Cunningham Repertory Understudy Group at the Merce Cunningham Studio
It is rather reminiscent being in the Merce Cunningham Studio; my eye sought the preferred places I would stand for class, remembering the challenging technique classes and the diagonal combinations across the floor. But being there Sunday night to witness one of the last performances of the Merce Cunningham Repertory Understudy Group was a bitter-sweet thing. With the passing of Merce Cunningham, an era of dance comes to a close.
First dance of the evening was Rune (1959), with music by Christian Wolff’s Or 4 People and the original decor by Robert Rauschenberg. The work is filled with classic Cunningham technique, rich in the exploration of movement for movement sake. The work, created in 1959, pushed the envelope for what is dance. Mr. Cunningham choreographed his pieces independently from his scores. The dancers sometimes not hearing the music till the dress rehearsals. Rune is the first dance in which the order of individual sections changed from performance to performance. It was during this period of “chance choreography” that he created some of what is considered his most “classic works”.
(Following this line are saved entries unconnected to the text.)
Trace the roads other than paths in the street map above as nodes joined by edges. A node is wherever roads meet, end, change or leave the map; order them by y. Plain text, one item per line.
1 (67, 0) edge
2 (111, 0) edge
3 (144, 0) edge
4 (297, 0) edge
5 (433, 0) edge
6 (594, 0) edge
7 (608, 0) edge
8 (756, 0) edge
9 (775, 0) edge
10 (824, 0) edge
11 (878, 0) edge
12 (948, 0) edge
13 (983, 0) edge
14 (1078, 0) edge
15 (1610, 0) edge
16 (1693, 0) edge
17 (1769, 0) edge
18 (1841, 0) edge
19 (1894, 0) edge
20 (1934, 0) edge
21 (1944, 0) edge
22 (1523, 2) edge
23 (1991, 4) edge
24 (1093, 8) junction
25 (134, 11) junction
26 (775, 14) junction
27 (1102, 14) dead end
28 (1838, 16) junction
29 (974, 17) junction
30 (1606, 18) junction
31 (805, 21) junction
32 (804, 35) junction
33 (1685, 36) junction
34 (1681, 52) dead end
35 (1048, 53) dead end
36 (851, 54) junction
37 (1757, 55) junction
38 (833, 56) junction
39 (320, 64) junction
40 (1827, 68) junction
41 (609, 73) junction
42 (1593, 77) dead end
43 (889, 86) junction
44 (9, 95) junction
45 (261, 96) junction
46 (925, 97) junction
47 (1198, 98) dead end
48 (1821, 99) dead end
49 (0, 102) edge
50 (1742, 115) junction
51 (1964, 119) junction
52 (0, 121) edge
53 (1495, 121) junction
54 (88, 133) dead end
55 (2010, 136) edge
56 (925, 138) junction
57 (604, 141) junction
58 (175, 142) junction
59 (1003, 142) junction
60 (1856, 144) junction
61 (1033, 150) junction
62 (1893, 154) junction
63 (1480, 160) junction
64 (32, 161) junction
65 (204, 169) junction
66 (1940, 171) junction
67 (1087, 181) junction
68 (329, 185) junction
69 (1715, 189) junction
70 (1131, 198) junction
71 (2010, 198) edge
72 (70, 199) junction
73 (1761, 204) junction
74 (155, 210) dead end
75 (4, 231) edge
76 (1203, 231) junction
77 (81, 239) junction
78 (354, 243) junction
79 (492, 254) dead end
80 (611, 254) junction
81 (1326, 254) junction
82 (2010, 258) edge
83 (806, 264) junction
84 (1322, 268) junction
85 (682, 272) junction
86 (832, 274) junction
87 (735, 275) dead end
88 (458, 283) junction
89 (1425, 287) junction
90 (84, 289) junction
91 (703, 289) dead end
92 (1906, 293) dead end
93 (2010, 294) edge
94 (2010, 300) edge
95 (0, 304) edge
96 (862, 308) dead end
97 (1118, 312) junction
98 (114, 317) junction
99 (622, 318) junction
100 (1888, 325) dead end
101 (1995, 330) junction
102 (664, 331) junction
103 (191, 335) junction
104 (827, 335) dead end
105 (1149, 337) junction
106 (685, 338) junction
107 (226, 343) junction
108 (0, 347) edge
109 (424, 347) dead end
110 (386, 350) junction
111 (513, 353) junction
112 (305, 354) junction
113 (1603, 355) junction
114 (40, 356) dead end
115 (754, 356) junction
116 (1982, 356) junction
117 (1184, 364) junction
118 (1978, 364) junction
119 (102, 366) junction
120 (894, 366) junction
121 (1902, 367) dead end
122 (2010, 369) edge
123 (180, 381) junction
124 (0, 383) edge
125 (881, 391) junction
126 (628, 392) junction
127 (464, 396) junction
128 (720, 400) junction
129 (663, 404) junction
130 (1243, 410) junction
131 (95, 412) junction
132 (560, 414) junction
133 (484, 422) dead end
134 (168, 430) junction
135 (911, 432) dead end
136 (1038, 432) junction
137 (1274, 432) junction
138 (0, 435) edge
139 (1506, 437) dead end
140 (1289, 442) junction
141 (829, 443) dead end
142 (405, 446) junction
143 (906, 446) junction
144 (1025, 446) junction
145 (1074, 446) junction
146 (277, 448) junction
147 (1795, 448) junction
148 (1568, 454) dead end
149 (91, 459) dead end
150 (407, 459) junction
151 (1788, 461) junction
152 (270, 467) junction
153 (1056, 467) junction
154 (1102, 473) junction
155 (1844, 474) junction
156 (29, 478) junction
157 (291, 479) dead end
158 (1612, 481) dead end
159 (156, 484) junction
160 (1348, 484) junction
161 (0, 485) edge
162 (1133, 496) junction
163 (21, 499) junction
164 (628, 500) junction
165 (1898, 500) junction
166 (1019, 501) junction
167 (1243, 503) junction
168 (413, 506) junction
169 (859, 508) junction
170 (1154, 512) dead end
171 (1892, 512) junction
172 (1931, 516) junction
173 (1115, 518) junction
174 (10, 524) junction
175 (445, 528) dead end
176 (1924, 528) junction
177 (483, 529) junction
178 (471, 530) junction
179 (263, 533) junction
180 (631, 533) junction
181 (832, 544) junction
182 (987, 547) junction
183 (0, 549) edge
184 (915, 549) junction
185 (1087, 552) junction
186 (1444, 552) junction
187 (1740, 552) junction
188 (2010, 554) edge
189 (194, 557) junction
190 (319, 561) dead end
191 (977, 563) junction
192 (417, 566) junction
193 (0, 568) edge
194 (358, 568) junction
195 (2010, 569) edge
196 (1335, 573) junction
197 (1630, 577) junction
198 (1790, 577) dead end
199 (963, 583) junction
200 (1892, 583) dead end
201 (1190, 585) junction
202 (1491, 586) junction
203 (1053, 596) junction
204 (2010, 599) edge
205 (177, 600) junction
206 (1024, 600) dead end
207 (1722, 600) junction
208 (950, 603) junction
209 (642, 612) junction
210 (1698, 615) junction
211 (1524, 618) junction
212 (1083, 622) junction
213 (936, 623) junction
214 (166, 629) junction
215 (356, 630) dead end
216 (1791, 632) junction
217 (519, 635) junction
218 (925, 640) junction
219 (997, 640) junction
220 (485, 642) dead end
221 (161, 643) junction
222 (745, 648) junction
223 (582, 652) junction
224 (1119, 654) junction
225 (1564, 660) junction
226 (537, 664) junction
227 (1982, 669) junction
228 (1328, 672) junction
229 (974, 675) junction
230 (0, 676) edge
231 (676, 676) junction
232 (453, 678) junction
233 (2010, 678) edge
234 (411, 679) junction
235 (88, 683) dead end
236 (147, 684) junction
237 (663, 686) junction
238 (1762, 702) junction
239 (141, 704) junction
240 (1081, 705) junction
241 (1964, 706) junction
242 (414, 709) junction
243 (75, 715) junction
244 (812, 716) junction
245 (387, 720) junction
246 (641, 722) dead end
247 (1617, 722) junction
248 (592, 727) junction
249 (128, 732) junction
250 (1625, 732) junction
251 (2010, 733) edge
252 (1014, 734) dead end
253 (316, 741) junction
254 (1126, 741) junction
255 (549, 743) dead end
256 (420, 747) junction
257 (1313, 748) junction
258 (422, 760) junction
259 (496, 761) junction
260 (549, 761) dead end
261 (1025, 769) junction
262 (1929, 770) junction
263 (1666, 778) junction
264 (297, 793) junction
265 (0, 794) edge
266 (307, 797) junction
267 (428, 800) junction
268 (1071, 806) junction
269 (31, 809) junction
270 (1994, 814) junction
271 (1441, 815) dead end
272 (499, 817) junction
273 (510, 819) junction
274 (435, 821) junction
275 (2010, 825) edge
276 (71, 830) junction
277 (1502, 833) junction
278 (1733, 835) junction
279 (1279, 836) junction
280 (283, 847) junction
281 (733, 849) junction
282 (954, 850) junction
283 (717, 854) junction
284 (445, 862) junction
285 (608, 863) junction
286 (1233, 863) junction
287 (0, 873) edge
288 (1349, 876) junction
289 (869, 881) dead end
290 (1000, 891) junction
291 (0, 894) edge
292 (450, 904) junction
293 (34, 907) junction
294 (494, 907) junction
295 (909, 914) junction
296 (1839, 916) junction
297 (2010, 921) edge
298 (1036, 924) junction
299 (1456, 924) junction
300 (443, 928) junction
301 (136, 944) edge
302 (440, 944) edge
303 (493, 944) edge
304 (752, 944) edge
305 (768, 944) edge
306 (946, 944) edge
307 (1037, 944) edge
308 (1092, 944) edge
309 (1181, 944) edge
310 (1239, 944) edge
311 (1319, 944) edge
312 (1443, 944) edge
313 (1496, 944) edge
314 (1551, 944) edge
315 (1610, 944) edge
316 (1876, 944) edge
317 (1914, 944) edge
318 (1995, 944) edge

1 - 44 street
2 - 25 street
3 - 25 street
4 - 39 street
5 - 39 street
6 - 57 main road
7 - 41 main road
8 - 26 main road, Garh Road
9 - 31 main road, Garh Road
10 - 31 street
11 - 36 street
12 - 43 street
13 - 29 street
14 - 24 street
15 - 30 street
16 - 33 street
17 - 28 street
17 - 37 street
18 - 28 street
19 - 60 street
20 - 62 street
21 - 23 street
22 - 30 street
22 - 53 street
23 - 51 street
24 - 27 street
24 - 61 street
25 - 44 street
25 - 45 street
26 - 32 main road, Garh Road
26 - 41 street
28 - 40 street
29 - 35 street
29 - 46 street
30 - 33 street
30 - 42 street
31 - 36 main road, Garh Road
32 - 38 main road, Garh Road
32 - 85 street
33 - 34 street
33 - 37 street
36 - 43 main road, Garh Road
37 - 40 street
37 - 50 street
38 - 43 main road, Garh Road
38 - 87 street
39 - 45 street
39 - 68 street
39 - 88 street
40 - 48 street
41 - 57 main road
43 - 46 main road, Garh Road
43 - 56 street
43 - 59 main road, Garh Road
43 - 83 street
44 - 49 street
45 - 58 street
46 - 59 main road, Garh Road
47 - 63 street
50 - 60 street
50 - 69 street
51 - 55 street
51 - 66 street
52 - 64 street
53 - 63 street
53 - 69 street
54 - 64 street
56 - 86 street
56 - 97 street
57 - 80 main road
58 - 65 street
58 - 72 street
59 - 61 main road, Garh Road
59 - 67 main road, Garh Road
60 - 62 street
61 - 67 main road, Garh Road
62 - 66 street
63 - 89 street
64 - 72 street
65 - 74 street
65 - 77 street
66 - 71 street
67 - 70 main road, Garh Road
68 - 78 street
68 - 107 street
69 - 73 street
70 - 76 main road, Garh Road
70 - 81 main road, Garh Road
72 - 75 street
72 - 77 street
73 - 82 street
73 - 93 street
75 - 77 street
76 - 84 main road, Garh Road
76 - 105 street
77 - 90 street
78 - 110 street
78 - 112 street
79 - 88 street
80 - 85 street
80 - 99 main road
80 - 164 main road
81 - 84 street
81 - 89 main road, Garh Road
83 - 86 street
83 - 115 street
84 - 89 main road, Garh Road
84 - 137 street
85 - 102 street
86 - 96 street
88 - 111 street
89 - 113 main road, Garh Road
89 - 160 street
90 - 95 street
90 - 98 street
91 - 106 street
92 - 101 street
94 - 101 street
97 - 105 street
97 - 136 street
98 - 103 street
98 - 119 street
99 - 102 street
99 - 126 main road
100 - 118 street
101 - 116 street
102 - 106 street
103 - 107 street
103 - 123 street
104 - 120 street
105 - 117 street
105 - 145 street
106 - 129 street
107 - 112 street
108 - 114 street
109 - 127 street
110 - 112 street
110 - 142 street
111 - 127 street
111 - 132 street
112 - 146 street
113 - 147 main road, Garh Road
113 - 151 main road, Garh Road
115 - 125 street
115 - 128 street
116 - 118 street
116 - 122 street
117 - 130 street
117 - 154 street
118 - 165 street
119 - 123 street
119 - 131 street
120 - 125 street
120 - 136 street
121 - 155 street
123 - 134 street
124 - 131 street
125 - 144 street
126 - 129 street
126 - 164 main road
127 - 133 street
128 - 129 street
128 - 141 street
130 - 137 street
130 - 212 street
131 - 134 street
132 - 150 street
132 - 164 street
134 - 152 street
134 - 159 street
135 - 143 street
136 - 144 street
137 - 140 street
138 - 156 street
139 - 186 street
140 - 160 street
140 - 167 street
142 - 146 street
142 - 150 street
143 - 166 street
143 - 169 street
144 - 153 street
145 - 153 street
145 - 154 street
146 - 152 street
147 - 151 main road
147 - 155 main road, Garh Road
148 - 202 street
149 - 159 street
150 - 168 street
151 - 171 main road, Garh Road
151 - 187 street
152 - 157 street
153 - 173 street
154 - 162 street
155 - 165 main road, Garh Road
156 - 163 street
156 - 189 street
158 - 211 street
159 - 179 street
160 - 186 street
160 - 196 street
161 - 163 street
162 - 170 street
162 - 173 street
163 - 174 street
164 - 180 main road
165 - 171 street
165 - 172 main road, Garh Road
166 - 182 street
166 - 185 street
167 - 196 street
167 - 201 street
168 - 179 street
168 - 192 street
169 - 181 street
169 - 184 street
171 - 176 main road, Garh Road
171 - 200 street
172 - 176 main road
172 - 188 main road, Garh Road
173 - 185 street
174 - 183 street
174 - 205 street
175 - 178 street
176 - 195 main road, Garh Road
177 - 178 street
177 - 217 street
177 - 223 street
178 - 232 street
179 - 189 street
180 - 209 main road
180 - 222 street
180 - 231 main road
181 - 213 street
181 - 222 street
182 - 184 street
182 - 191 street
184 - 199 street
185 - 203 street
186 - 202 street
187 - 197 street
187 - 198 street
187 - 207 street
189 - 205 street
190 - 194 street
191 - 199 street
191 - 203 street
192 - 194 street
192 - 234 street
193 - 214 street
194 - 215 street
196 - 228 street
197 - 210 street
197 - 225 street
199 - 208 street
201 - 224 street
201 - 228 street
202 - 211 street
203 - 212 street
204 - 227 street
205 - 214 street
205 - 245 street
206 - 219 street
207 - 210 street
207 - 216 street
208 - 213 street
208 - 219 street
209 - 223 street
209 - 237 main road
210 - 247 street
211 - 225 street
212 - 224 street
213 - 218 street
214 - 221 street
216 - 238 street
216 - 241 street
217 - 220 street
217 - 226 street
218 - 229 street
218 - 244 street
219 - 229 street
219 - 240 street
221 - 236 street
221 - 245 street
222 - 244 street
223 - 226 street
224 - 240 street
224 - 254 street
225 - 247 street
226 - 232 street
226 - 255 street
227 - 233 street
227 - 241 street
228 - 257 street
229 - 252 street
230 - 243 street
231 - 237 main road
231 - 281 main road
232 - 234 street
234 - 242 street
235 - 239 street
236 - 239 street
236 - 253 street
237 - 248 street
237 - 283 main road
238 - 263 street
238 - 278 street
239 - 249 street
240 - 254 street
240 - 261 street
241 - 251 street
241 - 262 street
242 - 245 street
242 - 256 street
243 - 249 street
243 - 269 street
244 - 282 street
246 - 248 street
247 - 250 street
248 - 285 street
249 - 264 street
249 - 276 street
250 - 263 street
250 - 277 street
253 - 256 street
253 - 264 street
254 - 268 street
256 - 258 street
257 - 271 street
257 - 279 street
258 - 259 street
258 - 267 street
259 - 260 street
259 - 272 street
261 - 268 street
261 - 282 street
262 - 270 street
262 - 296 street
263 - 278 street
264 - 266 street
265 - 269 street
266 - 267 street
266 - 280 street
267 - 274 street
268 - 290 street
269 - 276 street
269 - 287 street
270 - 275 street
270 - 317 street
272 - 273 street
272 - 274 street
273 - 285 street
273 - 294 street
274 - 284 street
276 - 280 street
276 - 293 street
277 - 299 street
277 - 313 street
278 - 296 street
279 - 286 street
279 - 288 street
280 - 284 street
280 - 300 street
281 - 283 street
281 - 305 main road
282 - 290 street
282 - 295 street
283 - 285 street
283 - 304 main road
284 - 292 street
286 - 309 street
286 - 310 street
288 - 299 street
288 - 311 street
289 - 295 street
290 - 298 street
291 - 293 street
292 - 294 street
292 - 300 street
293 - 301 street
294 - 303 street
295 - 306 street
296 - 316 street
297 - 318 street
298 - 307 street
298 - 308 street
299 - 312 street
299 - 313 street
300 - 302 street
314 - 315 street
David Vaughn states “The other principle that Cunningham and Cage shared was the use of chance procedures in the composition of their works. Cage carried them through to the process of realizing a work in performance, while Cunningham has preferred to use chance not in the performance of his choreography but in its composition. Even so, there are those who believe that the dancers toss coins in the wings before going on stage, where they improvise. Nothing could be further from the truth. By the time the choreography is given to the dancers in rehearsal, Cunningham has largely worked it out, using chance methods to determine the sequence of movements, where in the space they will be performed, and by how many dancers. His dances are not lacking in structure, but the structure is organic, not preconceived.”
Rune is for four women and two men, is seems to have a very “non-emotional’ aspect to it, But Merce’s work were noted for this, he did not prescribe to the Jungian theory of choreography. He was not interested exploring the myths of Greece or Rome, or classic love stories of ballet. At times the work seems not to be an ensemble piece at all, but the dancers each exploring individualized movement and even movement for movement’s sake. Timothy Emmett Lee Ward was excellent in the solo that was originally danced by Merce.
The dancer’s bodies shifted from sharp angular shapes to off-kilter torsos with titled pelvises. It is in the complexity of the dance that one sees the cohesion of the seemingly impromptu jumps with random hand and arm gestures. But it must be seen as the building of a choreographic sculpture, each piece independent but dependent upon the whole.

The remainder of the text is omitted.